Annibale Carracci (1560-1609) was the most talented of the three Carracci brothers. In his work, the principles of the Bologna Academy are clearly traced, which set as its main task the revival of monumental art and the traditions of the Renaissance during its heyday, which Carracci's contemporaries revered as an example of unattainable perfection and a kind of artistic "absolute". Therefore, Carracci perceives the masterpieces of his great predecessors rather as a source from which to draw the aesthetic solutions found by the titans of the Renaissance, and not as a starting point for his own creative searches. The plastically beautiful, the ideal is not for him the "highest degree" of the real, but only an obligatory artistic norm - art, thus, is opposed to reality, in which the master does not find a new fundamental ideal. Hence the conventionality and abstractness of his images and pictorial solutions.

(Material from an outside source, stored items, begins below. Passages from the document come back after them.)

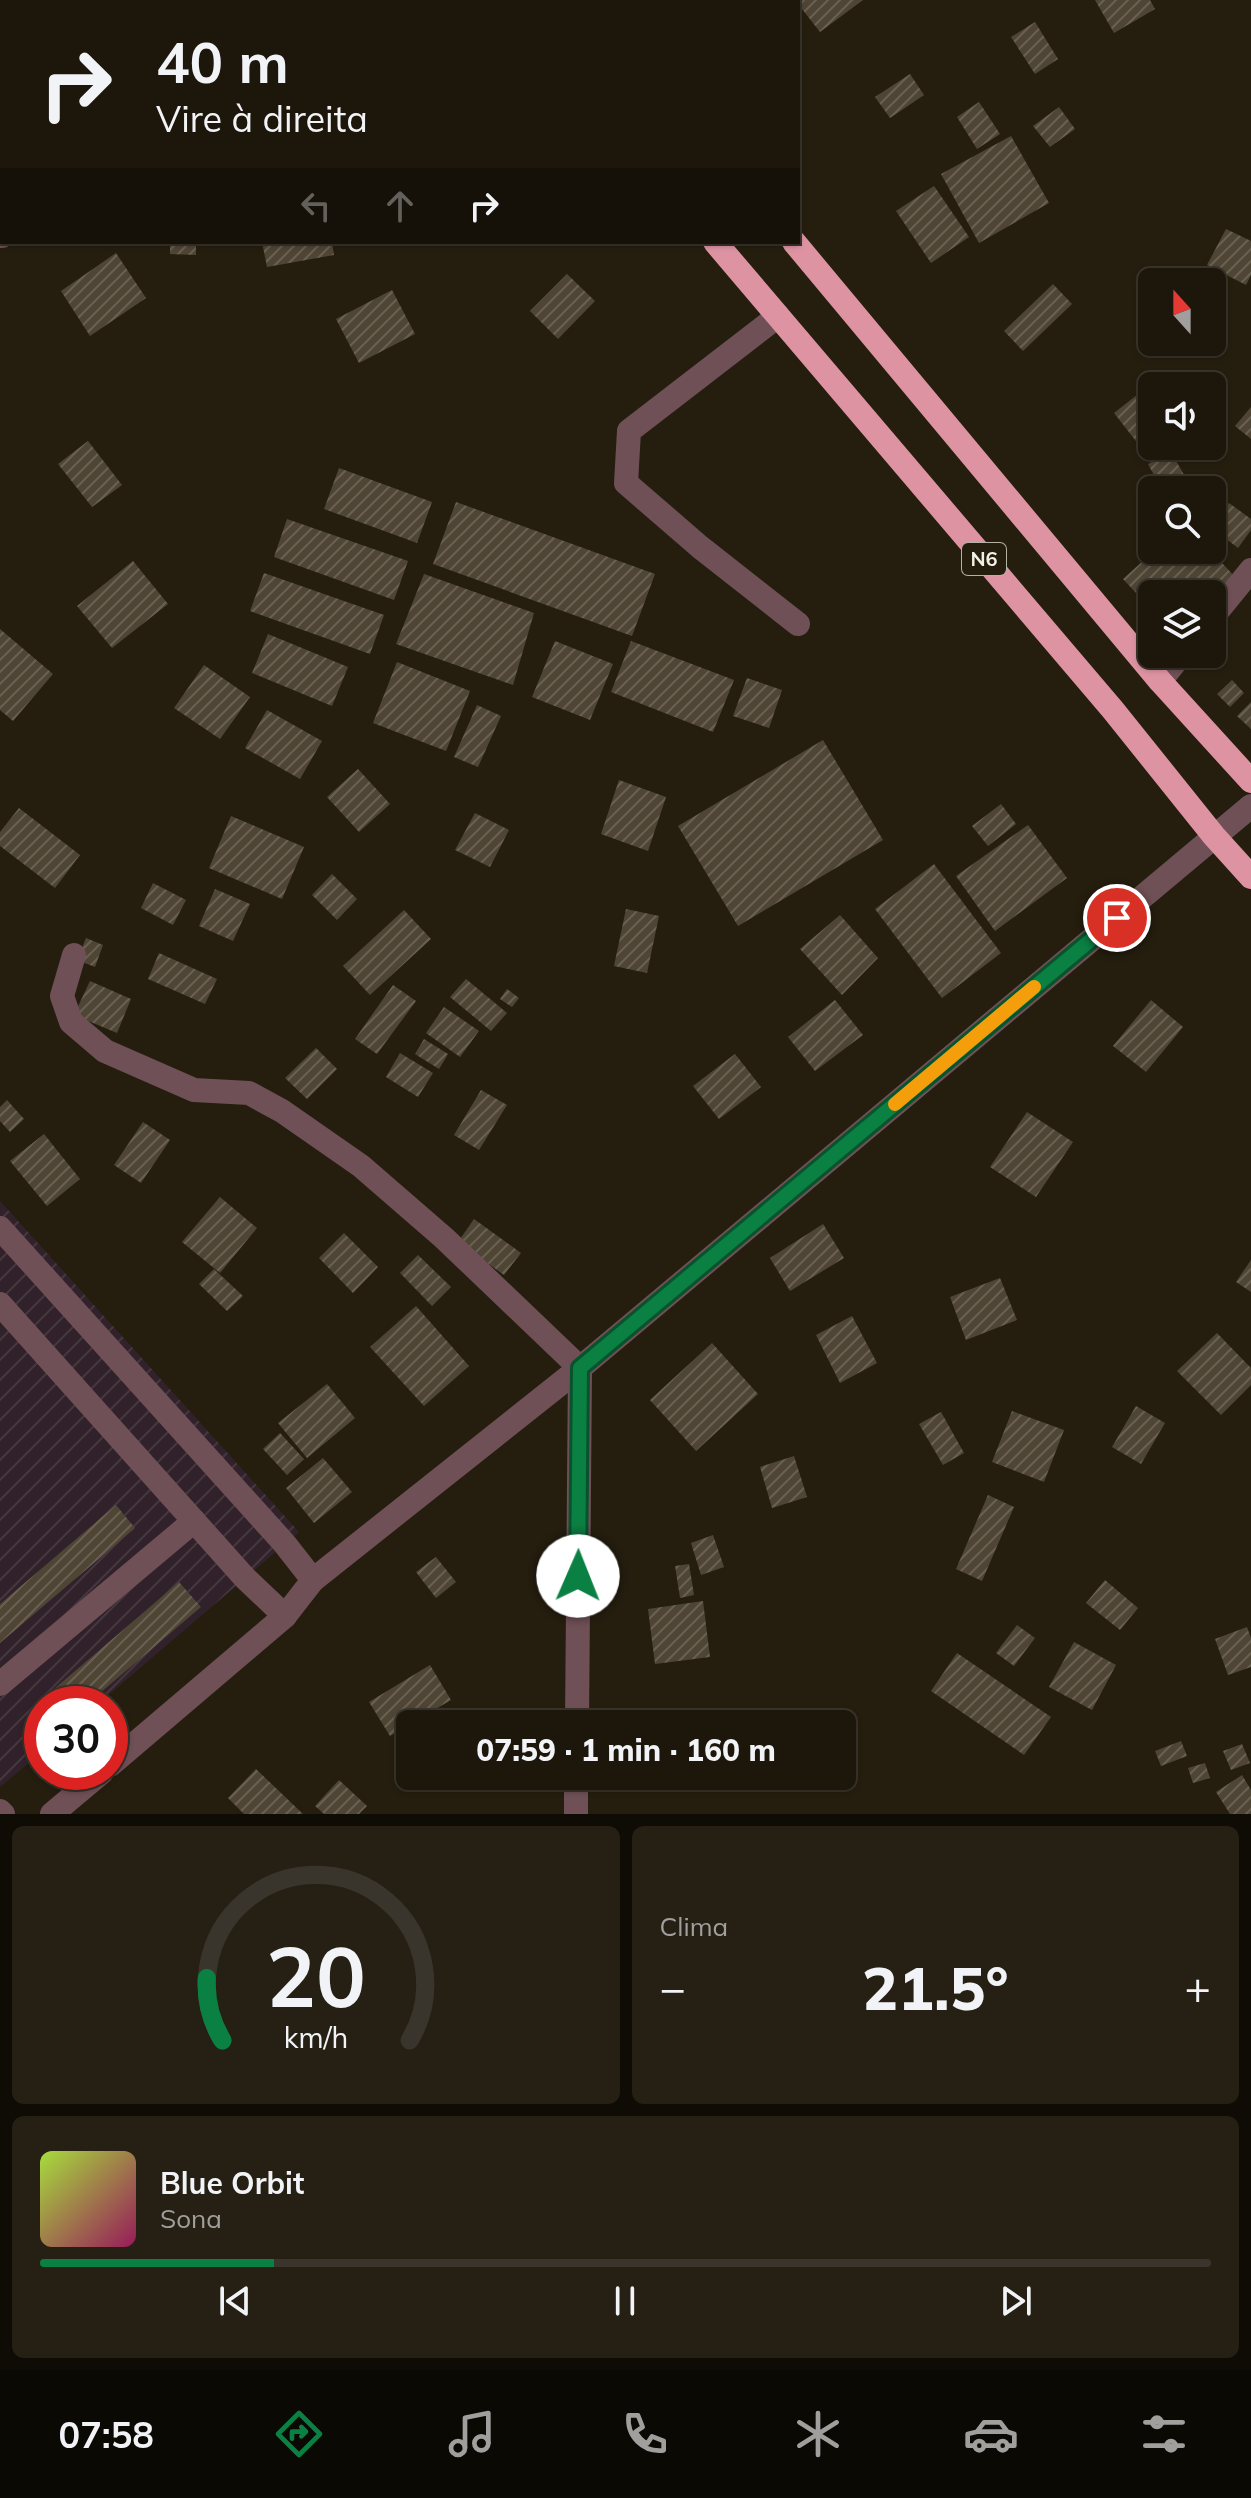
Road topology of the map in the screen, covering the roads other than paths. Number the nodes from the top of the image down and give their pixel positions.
1 (717, 244) edge
2 (796, 244) edge
3 (778, 316) junction
4 (1251, 570) edge
5 (1226, 601) edge
6 (798, 624) dead end
7 (1171, 668) edge
8 (1160, 681) junction
9 (1251, 781) edge
10 (1251, 806) edge
11 (1214, 836) junction
12 (1251, 877) edge
13 (74, 955) dead end
14 (0, 1228) edge
15 (0, 1304) edge
16 (580, 1368) junction
17 (194, 1521) junction
18 (313, 1580) junction
19 (285, 1616) junction
20 (0, 1684) edge
21 (577, 1710) edge
22 (128, 1750) edge
23 (81, 1790) edge
24 (576, 1790) edge
25 (52, 1814) edge
26 (576, 1814) edge

1 - 3 highway, N6
2 - 8 highway, N6
3 - 6 street
3 - 11 highway, N6
4 - 5 street
7 - 8 street
8 - 9 highway, N6
10 - 11 street
11 - 12 highway, N6
11 - 16 street
13 - 16 street
14 - 18 street
15 - 17 street
16 - 18 street
16 - 21 street
17 - 19 street
17 - 20 street
18 - 19 street
19 - 22 street
23 - 25 street
24 - 26 street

At the same time, the art of the Carracci brothers and the Bolognese academicism turned out to be the most suitable for being placed at the service of the official ideology, and it was not for nothing that their work quickly gained recognition in the higher (state and Catholic) spheres.

The largest work of Annibale Carracci in the field of monumental painting is the painting of the gallery of the Palazzo Farnese in Rome with frescoes telling about the life of the gods - based on scenes from the Metamorphoses by the ancient Roman poet Ovid (1597-1604, made together with his brother and assistants).

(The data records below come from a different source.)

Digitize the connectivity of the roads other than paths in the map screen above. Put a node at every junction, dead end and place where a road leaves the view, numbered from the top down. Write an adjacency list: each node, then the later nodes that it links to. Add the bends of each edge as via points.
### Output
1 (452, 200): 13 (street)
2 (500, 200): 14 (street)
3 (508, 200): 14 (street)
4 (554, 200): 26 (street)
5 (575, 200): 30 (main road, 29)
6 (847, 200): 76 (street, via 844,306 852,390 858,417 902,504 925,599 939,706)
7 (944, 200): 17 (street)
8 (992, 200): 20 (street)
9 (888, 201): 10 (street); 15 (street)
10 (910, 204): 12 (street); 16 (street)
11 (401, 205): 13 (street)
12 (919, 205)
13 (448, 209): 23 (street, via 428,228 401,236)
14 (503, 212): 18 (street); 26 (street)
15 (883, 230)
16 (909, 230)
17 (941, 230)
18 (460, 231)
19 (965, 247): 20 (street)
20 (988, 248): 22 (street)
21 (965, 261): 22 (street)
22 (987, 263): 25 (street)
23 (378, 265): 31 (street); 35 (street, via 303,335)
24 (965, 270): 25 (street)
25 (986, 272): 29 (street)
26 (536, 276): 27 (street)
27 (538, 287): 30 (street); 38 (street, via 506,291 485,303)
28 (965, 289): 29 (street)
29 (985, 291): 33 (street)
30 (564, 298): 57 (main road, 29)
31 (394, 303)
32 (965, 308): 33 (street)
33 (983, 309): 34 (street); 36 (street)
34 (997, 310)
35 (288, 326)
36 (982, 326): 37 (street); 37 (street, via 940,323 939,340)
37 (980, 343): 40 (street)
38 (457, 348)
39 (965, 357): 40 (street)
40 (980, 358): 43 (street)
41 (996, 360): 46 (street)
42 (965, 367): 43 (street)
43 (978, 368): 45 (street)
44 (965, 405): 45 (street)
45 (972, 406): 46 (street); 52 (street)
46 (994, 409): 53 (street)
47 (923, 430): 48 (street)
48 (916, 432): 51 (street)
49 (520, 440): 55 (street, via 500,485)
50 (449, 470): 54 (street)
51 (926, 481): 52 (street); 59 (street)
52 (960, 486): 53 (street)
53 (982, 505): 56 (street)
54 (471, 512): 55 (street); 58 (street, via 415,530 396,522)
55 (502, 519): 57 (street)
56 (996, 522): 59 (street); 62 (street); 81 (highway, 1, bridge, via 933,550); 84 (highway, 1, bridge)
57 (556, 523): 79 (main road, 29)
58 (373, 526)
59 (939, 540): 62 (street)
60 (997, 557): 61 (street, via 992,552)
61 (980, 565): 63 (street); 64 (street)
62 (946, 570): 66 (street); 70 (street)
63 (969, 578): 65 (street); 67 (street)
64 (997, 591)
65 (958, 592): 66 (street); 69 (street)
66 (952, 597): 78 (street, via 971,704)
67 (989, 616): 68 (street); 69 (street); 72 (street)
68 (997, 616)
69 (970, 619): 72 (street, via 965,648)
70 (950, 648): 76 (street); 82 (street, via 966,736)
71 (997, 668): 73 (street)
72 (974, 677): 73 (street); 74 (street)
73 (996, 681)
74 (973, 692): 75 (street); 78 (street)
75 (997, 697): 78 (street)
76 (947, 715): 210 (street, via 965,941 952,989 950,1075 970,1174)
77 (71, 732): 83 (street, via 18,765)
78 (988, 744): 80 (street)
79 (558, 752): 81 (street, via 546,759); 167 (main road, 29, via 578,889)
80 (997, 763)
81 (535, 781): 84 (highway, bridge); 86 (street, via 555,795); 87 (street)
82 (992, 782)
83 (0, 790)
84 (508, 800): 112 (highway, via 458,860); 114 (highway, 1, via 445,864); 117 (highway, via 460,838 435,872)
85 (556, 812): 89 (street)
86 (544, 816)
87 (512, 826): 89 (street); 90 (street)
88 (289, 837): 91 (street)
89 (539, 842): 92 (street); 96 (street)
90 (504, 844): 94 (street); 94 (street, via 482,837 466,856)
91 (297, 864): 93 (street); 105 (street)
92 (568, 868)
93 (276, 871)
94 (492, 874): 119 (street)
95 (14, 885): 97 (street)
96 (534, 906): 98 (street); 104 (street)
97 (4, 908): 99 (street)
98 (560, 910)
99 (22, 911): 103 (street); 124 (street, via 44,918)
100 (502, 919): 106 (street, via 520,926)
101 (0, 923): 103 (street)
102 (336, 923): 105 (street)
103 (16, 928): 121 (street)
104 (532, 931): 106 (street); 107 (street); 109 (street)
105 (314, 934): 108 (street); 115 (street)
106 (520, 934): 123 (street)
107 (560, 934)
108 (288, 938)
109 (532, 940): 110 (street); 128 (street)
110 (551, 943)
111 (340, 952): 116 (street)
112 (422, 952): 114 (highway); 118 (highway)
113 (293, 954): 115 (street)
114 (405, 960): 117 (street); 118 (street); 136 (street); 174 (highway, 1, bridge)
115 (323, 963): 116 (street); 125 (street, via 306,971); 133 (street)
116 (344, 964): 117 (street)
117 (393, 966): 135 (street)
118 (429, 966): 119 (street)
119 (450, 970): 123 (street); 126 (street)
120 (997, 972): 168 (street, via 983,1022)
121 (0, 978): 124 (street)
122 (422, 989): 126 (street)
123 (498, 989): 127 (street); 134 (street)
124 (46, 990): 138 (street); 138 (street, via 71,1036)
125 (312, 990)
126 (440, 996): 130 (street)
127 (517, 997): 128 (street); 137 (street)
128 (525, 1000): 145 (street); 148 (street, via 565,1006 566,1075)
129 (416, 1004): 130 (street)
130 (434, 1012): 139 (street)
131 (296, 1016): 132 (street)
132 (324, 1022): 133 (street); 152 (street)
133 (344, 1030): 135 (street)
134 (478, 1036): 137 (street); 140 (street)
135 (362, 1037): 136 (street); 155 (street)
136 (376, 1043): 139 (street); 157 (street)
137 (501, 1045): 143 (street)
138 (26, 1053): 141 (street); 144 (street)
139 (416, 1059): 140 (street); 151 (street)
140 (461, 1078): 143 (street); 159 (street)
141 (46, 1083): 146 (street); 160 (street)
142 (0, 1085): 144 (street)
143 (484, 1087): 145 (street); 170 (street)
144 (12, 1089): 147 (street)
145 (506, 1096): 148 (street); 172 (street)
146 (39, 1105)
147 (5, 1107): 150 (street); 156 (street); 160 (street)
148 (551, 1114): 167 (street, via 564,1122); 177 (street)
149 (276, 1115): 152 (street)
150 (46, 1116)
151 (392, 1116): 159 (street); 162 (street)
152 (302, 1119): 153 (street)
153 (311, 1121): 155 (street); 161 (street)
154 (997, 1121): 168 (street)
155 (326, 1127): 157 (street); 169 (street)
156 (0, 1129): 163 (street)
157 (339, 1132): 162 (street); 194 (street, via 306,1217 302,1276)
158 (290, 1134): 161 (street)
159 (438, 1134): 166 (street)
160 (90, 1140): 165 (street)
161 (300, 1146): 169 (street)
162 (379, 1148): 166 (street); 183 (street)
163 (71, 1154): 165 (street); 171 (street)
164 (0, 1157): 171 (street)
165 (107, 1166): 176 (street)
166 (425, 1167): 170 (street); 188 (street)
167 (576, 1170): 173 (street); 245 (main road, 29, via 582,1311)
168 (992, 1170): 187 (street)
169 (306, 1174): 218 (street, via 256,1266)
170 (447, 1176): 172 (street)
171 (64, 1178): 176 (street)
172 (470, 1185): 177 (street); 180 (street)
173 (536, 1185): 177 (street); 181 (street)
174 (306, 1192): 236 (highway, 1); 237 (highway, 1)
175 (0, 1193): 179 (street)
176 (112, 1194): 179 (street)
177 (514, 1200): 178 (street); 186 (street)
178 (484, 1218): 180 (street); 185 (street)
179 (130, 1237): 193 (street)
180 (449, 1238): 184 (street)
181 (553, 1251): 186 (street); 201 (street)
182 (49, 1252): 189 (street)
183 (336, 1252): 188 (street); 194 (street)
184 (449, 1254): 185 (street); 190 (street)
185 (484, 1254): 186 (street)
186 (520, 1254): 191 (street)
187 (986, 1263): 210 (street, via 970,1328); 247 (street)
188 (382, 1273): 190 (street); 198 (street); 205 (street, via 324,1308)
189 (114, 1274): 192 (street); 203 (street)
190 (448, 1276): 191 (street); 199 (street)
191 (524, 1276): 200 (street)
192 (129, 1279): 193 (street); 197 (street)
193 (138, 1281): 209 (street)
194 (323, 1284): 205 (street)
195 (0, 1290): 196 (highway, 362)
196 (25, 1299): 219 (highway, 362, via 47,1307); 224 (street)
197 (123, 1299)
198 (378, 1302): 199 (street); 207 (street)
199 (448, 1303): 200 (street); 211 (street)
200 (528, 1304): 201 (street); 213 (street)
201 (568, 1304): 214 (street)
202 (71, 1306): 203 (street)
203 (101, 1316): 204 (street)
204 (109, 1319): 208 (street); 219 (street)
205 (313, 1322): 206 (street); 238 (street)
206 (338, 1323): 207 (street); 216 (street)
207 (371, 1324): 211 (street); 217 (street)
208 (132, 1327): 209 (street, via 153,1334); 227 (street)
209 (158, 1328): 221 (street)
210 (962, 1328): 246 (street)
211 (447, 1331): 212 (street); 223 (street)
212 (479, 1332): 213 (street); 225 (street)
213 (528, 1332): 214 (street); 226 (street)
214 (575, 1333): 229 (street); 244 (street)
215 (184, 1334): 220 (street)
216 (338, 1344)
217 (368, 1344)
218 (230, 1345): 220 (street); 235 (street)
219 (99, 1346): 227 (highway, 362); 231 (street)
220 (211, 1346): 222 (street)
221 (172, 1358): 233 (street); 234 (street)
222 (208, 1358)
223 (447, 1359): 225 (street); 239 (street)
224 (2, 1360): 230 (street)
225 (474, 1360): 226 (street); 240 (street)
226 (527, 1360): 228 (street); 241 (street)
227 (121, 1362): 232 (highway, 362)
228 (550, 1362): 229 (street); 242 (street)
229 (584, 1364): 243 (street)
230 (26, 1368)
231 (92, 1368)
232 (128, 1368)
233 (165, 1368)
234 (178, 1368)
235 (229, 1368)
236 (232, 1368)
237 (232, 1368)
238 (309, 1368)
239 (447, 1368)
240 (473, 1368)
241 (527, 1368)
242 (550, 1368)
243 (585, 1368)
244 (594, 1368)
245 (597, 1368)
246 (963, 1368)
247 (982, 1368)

The painting consists of separate panels gravitating towards the central large composition depicting the Triumph of Bacchus and Ariadne, which introduces an element of dynamics into the picturesque ensemble. Nude male figures, placed between these panels, imitate sculpture, being at the same time the protagonists of the murals. The result was an impressive large-scale work, spectacular in appearance, but not united by any significant idea, without which the monumental ensembles of the Renaissance were inconceivable. In the future, these principles embodied by Carracci - the desire for dynamic composition, illusionistic effects and self-sufficient decorativeness - will be characteristic of all monumental painting of the 17th century.

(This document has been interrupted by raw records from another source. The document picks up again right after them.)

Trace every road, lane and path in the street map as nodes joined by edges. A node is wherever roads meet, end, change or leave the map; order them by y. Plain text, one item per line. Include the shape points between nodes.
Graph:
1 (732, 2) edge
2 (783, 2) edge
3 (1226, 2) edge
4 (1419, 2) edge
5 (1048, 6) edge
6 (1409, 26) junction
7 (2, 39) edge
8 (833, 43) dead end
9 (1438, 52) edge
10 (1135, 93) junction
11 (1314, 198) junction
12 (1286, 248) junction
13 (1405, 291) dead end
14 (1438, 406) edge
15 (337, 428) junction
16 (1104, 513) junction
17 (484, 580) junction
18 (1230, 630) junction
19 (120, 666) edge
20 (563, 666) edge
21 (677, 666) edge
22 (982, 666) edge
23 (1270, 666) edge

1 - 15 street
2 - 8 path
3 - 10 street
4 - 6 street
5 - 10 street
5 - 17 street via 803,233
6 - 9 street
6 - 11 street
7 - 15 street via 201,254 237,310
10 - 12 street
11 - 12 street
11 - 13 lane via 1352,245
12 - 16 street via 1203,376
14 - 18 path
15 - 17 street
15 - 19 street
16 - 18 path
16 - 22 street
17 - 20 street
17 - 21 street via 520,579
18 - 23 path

Annibale Carracci wants to fill the motifs taken in the art of the Renaissance with a lively, modern content. He calls to study nature, in the early period of creativity, he even turns to genre painting. But, from the point of view of the master, nature itself is too rough and imperfect, so it should appear on the canvas already transformed, ennobled in accordance with the norms of classical art. Therefore, specific vital motives could exist in the composition only as a separate fragment, designed to enliven the scene. So, for example, in the painting “The Bean Eater” (1580s), the artist’s ironic attitude to what is happening is felt: he emphasizes the spiritual primitiveness of a peasant who greedily eats beans; images of figures and objects are deliberately simplified. Other genre paintings of the young painter are sustained in the same spirit: “The Butcher's Shop”, “Self-Portrait with Father”, “Hunting” (all - 1580s) - adj., fig. 1.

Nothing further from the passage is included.